From: Qu Wenruo <quwenruo.btrfs@gmx.com>
To: fdmanana@gmail.com, Qu Wenruo <wqu@suse.com>
Cc: linux-btrfs <linux-btrfs@vger.kernel.org>,
Martin Doucha <martin.doucha@suse.com>,
Anand Jain <anand.jain@oracle.com>
Subject: Re: [PATCH] btrfs: Allow btrfs_truncate_block() to fallback to nocow for data space reservation
Date: Thu, 30 Jan 2020 18:36:28 +0800 [thread overview]
Message-ID: <8341b76f-bcbe-f2b9-d8b0-cfcd0006a47c@gmx.com> (raw)
In-Reply-To: <CAL3q7H4ODcwn7LVm=P3BBL7zd3wGRB_Vtr_KNk_2MysNNwgqcQ@mail.gmail.com>
[-- Attachment #1.1: Type: text/plain, Size: 9281 bytes --]
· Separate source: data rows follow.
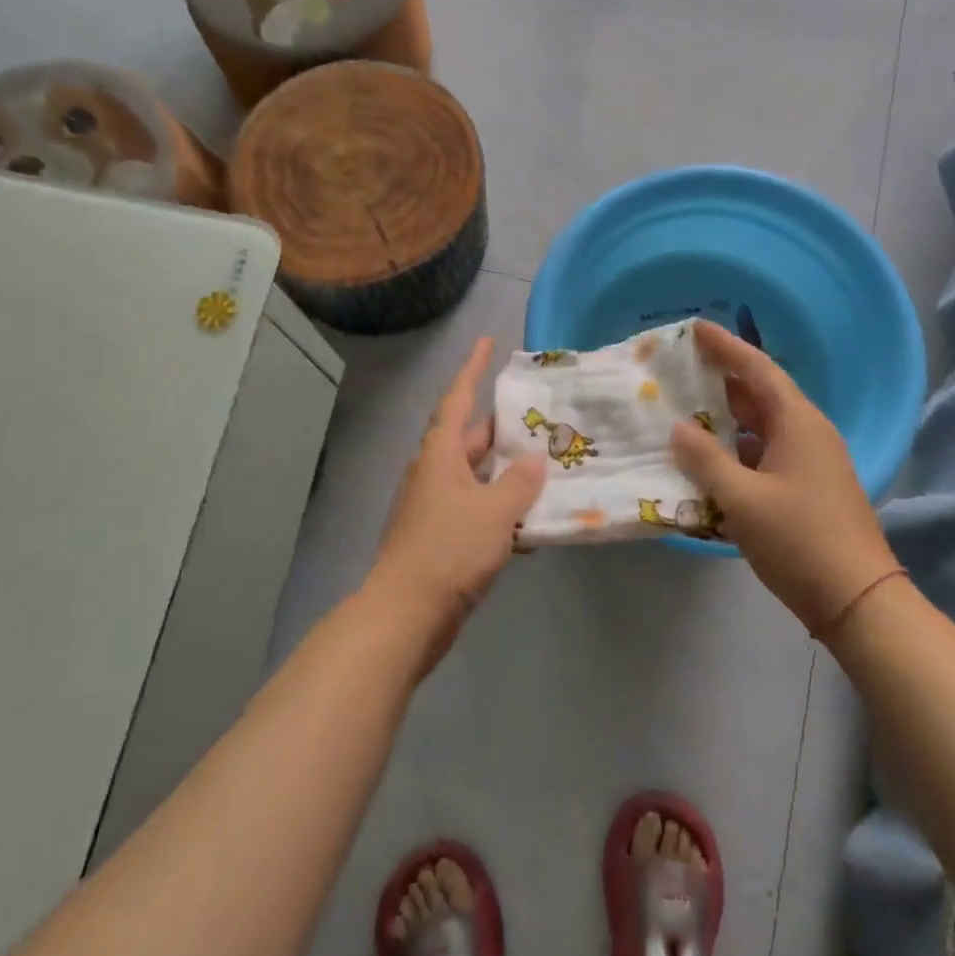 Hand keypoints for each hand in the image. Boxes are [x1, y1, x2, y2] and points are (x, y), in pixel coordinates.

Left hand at [371, 338, 546, 662]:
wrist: (408, 613)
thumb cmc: (450, 549)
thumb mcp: (495, 511)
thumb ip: (520, 481)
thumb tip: (534, 460)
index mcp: (441, 454)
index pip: (458, 399)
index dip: (473, 368)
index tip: (487, 342)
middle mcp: (435, 472)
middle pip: (471, 438)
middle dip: (503, 427)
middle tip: (540, 416)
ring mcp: (436, 505)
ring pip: (477, 475)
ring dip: (507, 471)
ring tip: (546, 465)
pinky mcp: (441, 536)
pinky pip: (477, 508)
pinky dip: (502, 508)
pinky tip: (532, 522)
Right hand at [669, 321, 900, 634]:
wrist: (857, 599)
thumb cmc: (799, 540)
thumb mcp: (742, 499)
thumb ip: (705, 460)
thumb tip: (678, 428)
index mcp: (798, 424)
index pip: (758, 370)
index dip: (726, 347)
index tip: (696, 328)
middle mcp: (808, 434)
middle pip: (760, 395)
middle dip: (722, 381)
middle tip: (682, 369)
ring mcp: (811, 463)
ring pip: (762, 428)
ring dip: (727, 419)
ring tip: (686, 411)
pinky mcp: (808, 489)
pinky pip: (766, 455)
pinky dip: (737, 451)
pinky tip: (710, 462) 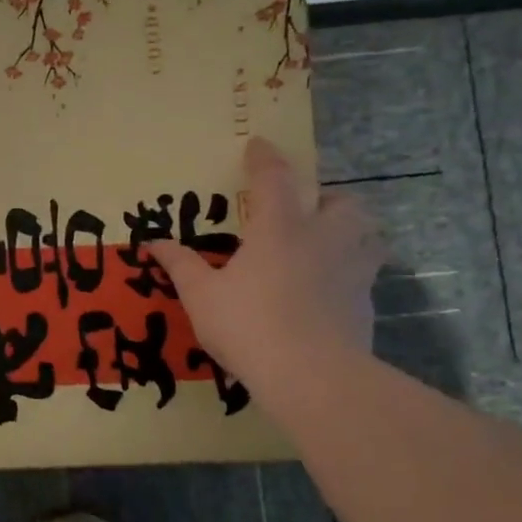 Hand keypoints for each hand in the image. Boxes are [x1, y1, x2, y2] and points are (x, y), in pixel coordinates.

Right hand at [150, 138, 384, 400]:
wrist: (312, 377)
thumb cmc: (249, 326)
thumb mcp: (201, 296)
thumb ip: (181, 265)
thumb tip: (154, 242)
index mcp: (279, 228)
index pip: (273, 178)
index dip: (264, 157)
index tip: (258, 144)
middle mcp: (322, 238)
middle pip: (341, 202)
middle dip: (325, 199)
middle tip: (305, 212)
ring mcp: (351, 270)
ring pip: (367, 235)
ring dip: (351, 231)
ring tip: (328, 245)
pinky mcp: (365, 302)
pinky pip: (364, 274)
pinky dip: (350, 273)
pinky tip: (329, 292) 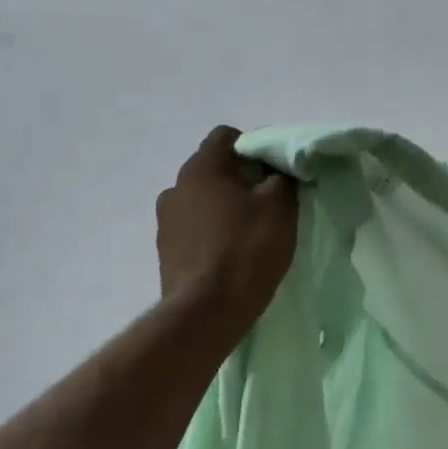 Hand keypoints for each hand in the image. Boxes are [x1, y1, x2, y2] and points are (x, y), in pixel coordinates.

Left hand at [156, 127, 298, 329]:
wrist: (206, 312)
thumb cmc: (246, 249)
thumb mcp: (280, 206)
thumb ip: (282, 176)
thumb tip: (278, 169)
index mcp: (201, 168)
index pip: (226, 136)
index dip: (255, 147)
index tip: (276, 172)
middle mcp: (176, 187)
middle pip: (214, 168)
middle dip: (242, 179)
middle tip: (269, 201)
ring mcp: (165, 221)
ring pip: (202, 199)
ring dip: (224, 207)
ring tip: (249, 231)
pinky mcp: (165, 252)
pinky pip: (194, 228)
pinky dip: (212, 232)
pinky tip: (230, 254) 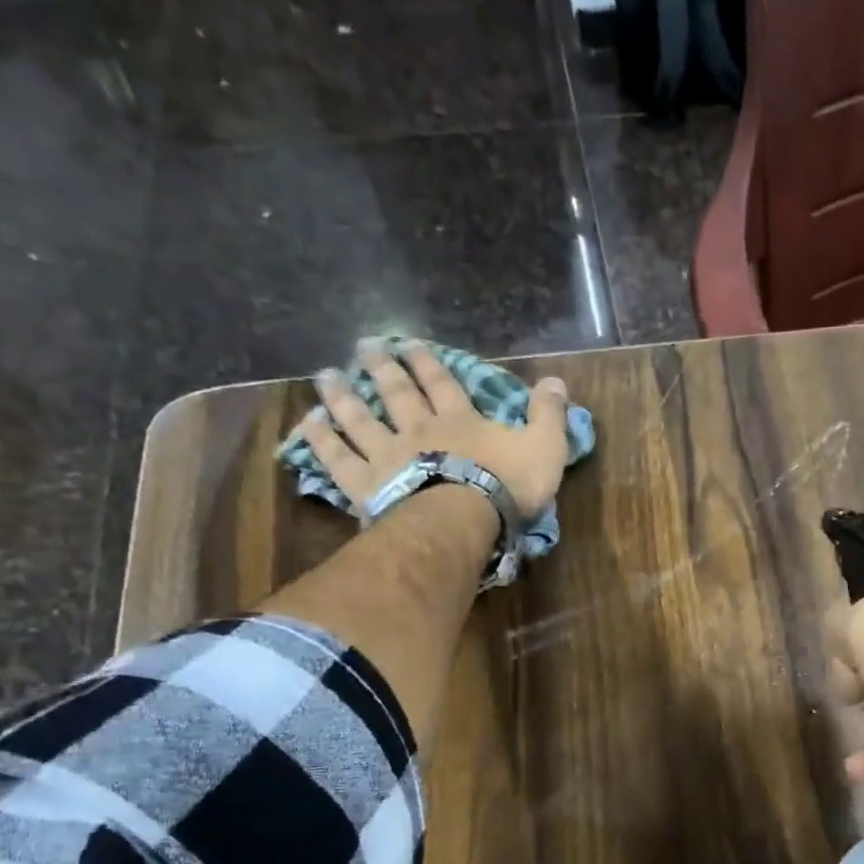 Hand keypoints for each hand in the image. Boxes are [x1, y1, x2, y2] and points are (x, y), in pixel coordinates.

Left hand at [296, 349, 571, 519]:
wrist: (463, 520)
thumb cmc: (507, 485)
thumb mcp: (545, 447)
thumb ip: (549, 415)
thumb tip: (556, 381)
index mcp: (460, 420)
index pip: (442, 383)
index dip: (427, 361)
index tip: (410, 343)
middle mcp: (418, 428)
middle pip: (396, 392)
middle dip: (382, 367)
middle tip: (363, 346)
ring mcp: (388, 454)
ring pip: (359, 418)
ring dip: (342, 396)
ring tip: (326, 376)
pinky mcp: (366, 484)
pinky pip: (337, 459)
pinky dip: (320, 440)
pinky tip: (307, 424) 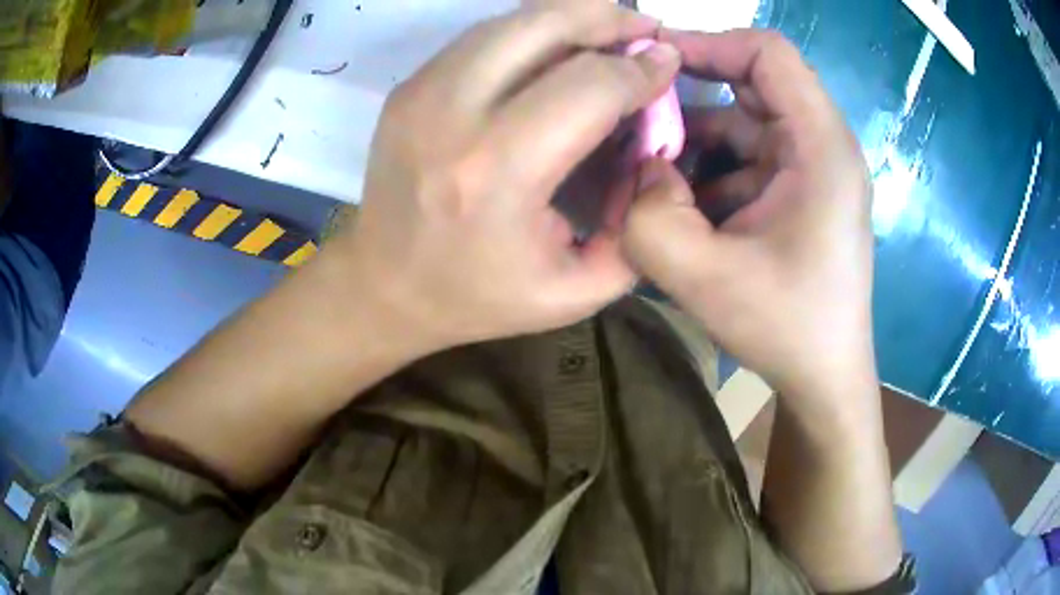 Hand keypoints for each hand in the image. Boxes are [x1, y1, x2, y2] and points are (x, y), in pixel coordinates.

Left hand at [335, 2, 679, 352]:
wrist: (384, 287)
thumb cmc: (477, 298)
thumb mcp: (575, 292)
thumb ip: (633, 227)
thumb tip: (655, 152)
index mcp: (498, 172)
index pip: (589, 86)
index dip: (639, 68)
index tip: (667, 62)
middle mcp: (453, 115)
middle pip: (543, 25)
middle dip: (606, 18)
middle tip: (644, 26)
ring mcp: (421, 92)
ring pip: (510, 21)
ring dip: (569, 15)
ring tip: (608, 28)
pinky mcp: (409, 87)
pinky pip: (482, 37)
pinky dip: (530, 29)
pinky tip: (559, 44)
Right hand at [621, 30, 876, 406]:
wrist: (825, 379)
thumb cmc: (786, 329)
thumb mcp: (704, 279)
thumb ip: (647, 217)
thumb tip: (637, 169)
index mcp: (821, 147)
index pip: (768, 53)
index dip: (708, 43)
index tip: (652, 63)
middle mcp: (822, 146)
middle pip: (752, 83)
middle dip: (690, 95)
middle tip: (636, 120)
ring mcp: (811, 169)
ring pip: (743, 123)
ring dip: (694, 142)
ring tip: (650, 178)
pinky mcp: (799, 193)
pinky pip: (747, 158)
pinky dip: (708, 170)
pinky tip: (681, 208) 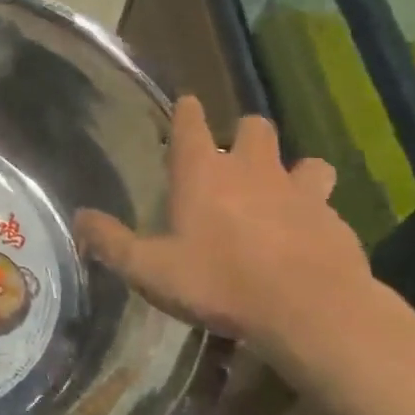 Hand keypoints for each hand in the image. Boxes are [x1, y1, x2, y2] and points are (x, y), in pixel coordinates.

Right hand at [74, 98, 369, 353]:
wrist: (311, 310)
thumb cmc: (220, 282)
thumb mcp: (150, 269)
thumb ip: (112, 242)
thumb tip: (80, 218)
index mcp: (203, 174)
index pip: (191, 124)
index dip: (187, 111)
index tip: (187, 103)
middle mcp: (253, 170)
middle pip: (254, 129)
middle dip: (244, 135)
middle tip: (233, 157)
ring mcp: (300, 192)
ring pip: (303, 162)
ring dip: (291, 170)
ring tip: (280, 192)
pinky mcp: (334, 220)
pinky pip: (325, 204)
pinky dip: (315, 213)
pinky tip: (306, 237) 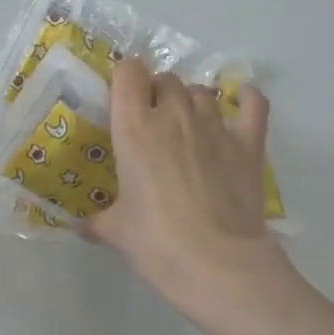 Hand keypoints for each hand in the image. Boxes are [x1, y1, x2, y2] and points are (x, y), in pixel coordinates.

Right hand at [82, 61, 299, 331]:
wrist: (216, 262)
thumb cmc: (155, 241)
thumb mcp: (115, 231)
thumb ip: (96, 222)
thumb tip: (81, 227)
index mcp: (135, 127)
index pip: (128, 72)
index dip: (124, 79)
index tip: (120, 99)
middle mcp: (174, 115)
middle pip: (167, 79)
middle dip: (157, 93)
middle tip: (151, 122)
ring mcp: (216, 126)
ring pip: (202, 91)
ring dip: (192, 101)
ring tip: (187, 125)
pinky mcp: (249, 143)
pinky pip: (252, 103)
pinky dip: (245, 99)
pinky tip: (239, 105) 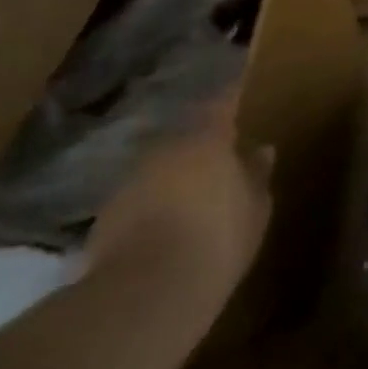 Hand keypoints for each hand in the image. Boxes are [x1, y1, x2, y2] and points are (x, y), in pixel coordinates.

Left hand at [87, 85, 272, 334]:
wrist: (147, 290)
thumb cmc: (219, 237)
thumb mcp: (255, 208)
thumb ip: (256, 174)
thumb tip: (261, 149)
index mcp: (207, 138)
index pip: (222, 101)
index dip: (230, 92)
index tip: (238, 78)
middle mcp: (165, 147)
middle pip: (186, 135)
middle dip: (201, 142)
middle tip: (218, 154)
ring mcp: (130, 179)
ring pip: (160, 166)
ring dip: (174, 174)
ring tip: (190, 195)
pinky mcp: (106, 214)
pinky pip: (139, 197)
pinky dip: (152, 204)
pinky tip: (164, 226) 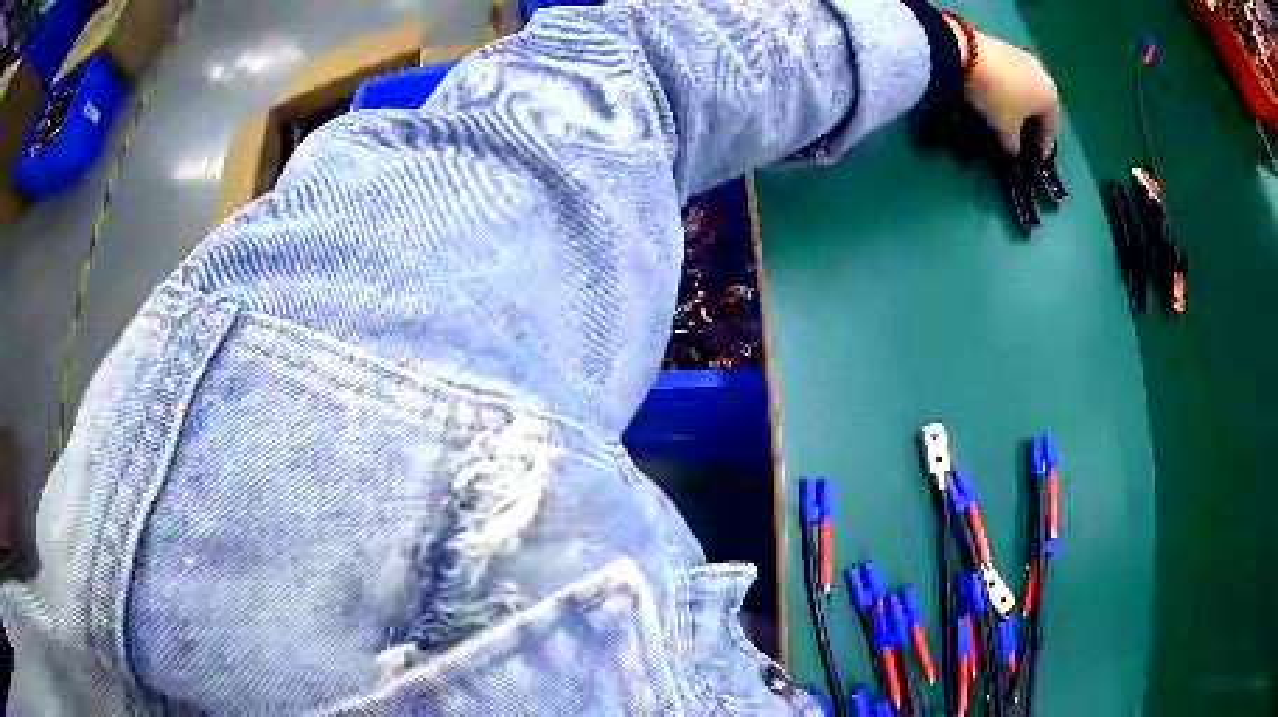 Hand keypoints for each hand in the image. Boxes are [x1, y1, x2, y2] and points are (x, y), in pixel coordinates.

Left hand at [945, 17, 1060, 157]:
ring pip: (1029, 89)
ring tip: (1013, 117)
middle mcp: (1043, 75)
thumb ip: (1013, 142)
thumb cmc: (996, 96)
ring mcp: (1025, 57)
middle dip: (1035, 123)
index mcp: (1050, 97)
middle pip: (1042, 106)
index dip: (1044, 144)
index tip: (1037, 156)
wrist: (967, 52)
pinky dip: (1012, 89)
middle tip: (1027, 138)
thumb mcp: (1005, 126)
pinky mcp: (1005, 46)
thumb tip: (1013, 149)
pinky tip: (1002, 95)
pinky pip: (1014, 75)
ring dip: (1023, 104)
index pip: (1052, 127)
On 2020/1/30 下午6:02, Filipe Manana wrote:
> On Thu, Jan 30, 2020 at 5:30 AM Qu Wenruo <wqu@suse.com> wrote:
>>
>> [BUG]
>> When the data space is exhausted, even the inode has NOCOW attribute,
>> btrfs will still refuse to truncate unaligned range due to ENOSPC.
>>
>> The following script can reproduce it pretty easily:
>> #!/bin/bash
>>
>> dev=/dev/test/test
>> mnt=/mnt/btrfs
>>
>> umount $dev &> /dev/null
>> umount $mnt&> /dev/null
>>
>> mkfs.btrfs -f $dev -b 1G
>> mount -o nospace_cache $dev $mnt
>> touch $mnt/foobar
>> chattr +C $mnt/foobar
>>
>> xfs_io -f -c "pwrite -b 4k 0 4k" $mnt/foobar > /dev/null
>> xfs_io -f -c "pwrite -b 4k 0 1G" $mnt/padding &> /dev/null
>> sync
>>
>> xfs_io -c "fpunch 0 2k" $mnt/foobar
>> umount $mnt
>>
>> Current btrfs will fail at the fpunch part.
>>
>> [CAUSE]
>> Because btrfs_truncate_block() always reserve space without checking the
>> NOCOW attribute.
>>
>> Since the writeback path follows NOCOW bit, we only need to bother the
>> space reservation code in btrfs_truncate_block().
>>
>> [FIX]
>> Make btrfs_truncate_block() to follow btrfs_buffered_write() to try to
>> reserve data space first, and falls back to NOCOW check only when we
>> don't have enough space.
>>
>> Such always-try-reserve is an optimization introduced in
>> btrfs_buffered_write(), to avoid expensive btrfs_check_can_nocow() call.
>>
>> Since now check_can_nocow() is needed outside of inode.c, also export it
>> and rename it to btrfs_check_can_nocow().
>>
>> Reported-by: Martin Doucha <martin.doucha@suse.com>
>> Signed-off-by: Qu Wenruo <wqu@suse.com>
>> ---
>> Test case will be submitted to fstests by the reporter.
>
> Well, this is a sudden change of mind, isn't it? :)
>
> We had btrfs/172, which you removed very recently, that precisely tested this:
>
> https://git.kernel.org/pub/scm/fs/xfs/xfstests-dev.git/commit/?id=538d8a4bcc782258f8f95fae815d5e859dee9126
I didn't notice the nodatacow mount option. Super duper big facepalm.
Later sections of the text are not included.